In late April 2014, the Federation of State Medical Boards (FSMB), a non-profit organization representing state medical licensing boards, approved a model telemedicine policy for possible adoption by state medical boards.  The Model Policy for the Appropriate Use of Telemedicine Technologies in the Practice of Medicine sets forth guidelines for physicians using telemedicine technologies in delivering patient care.  Among other requirements, the guidelines would require that a physician be “licensed by, or under the jurisdiction of” the medical board of the state in which the patient is located.  The physician must also obtain a “documented medical evaluation and collection of relevant clinical history commensurate with the presentation of the patient” before providing treatment or prescribing medication.  Additionally, physicians must obtain evidence of informed patient consent for the use of telemedicine, including identification of the patient, the physician, and the physician’s credentials, details on security measures taken with the use of telemedicine, etc.  Finally, the guidelines state that physicians should meet or exceed federal and state privacy and security requirements.

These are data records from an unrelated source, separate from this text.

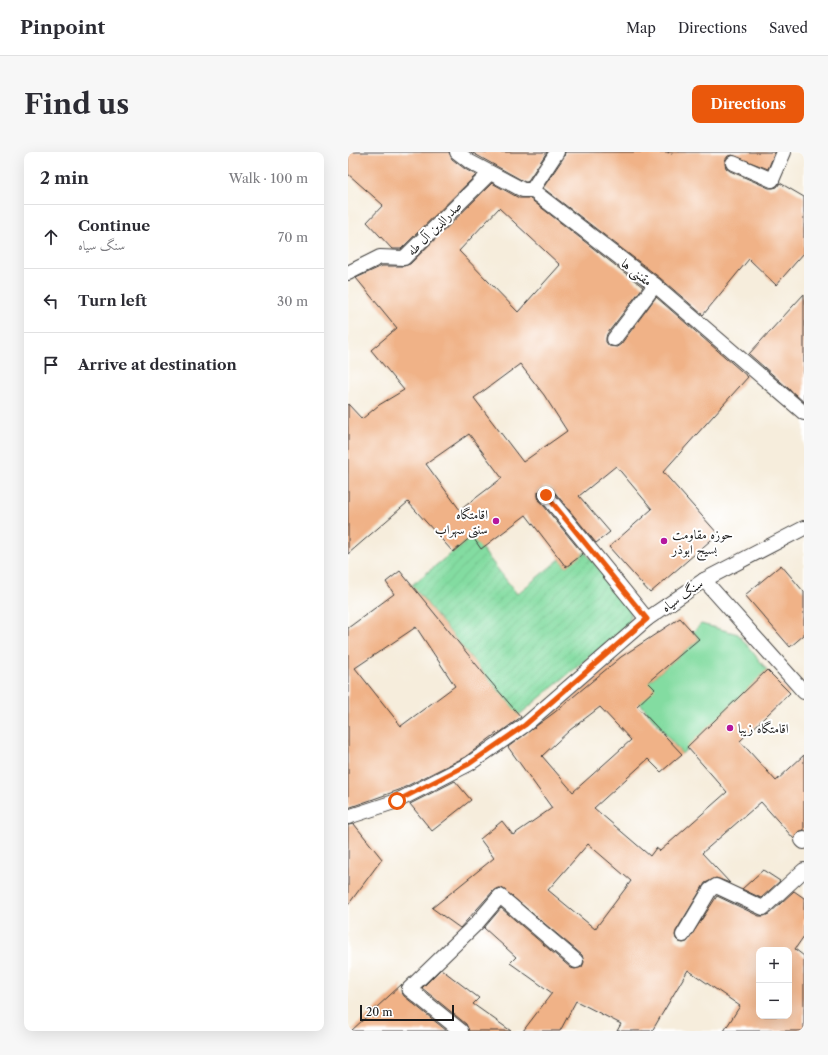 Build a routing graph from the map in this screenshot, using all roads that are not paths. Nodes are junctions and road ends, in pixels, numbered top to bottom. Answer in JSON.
{"nodes":[{"id":1,"x":457,"y":152,"type":"edge"},
{"id":2,"x":557,"y":152,"type":"edge"},
{"id":3,"x":784,"y":152,"type":"edge"},
{"id":4,"x":733,"y":163,"type":"dead end"},
{"id":5,"x":490,"y":173,"type":"junction"},
{"id":6,"x":532,"y":190,"type":"junction"},
{"id":7,"x":348,"y":273,"type":"edge"},
{"id":8,"x":655,"y":285,"type":"junction"},
{"id":9,"x":614,"y":339,"type":"dead end"},
{"id":10,"x":804,"y":413,"type":"edge"},
{"id":11,"x":546,"y":495,"type":"dead end"},
{"id":12,"x":804,"y":528,"type":"edge"},
{"id":13,"x":704,"y":580,"type":"junction"},
{"id":14,"x":647,"y":619,"type":"junction"},
{"id":15,"x":804,"y":692,"type":"edge"},
{"id":16,"x":348,"y":817,"type":"edge"},
{"id":17,"x":804,"y":838,"type":"edge"},
{"id":18,"x":804,"y":842,"type":"edge"},
{"id":19,"x":801,"y":878,"type":"edge"},
{"id":20,"x":683,"y":935,"type":"dead end"},
{"id":21,"x":576,"y":961,"type":"dead end"},
{"id":22,"x":461,"y":1031,"type":"edge"}],
"edges":[{"from":1,"to":5,"type":"lane","name":"مقننی ها"},
{"from":2,"to":6,"type":"lane"},
{"from":3,"to":4,"type":"lane"},
{"from":5,"to":6,"type":"lane","name":"مقننی ها"},
{"from":5,"to":7,"type":"lane","name":"صدرالدین آل طه"},
{"from":6,"to":8,"type":"lane","name":"مقننی ها"},
{"from":8,"to":9,"type":"lane"},
{"from":8,"to":10,"type":"lane","name":"مقننی ها"},
{"from":11,"to":14,"type":"lane"},
{"from":12,"to":13,"type":"lane","name":"سنگ سیاه"},
{"from":13,"to":14,"type":"lane","name":"سنگ سیاه"},
{"from":13,"to":15,"type":"lane"},
{"from":14,"to":16,"type":"lane","name":"سنگ سیاه"},
{"from":17,"to":18,"type":"lane"},
{"from":19,"to":20,"type":"lane"},
{"from":21,"to":22,"type":"lane"}]}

The FSMB policy spurred debate by defining telemedicine as generally “not an audio-only telephone conversation, e-mail/instant messaging conversation, or fax.”  Rather, the policy states that telemedicine “typically involves the application of secure video conferencing or store and forward technology . . . .”  Prior to adoption of the model guidelines, the American Telemedicine Association asked the FSMB to delete the reference to telephone and email consultations.  It argued that physicians had historically provided telephone consultations outside of business hours or for follow-up care, that a growing number of health systems had approved email communications with patients, and that at least three states had included coverage for telephone-based consults under Medicaid.  (As we discussed in a March 12, 2014 post, Medicare Part B pays for telemedicine services furnished to rural beneficiaries through an “interactive telecommunications system” that provides for real-time audio and video communication.)

Because the guidelines are offered only as a model, it remains to be seen whether state boards will adopt them as drafted.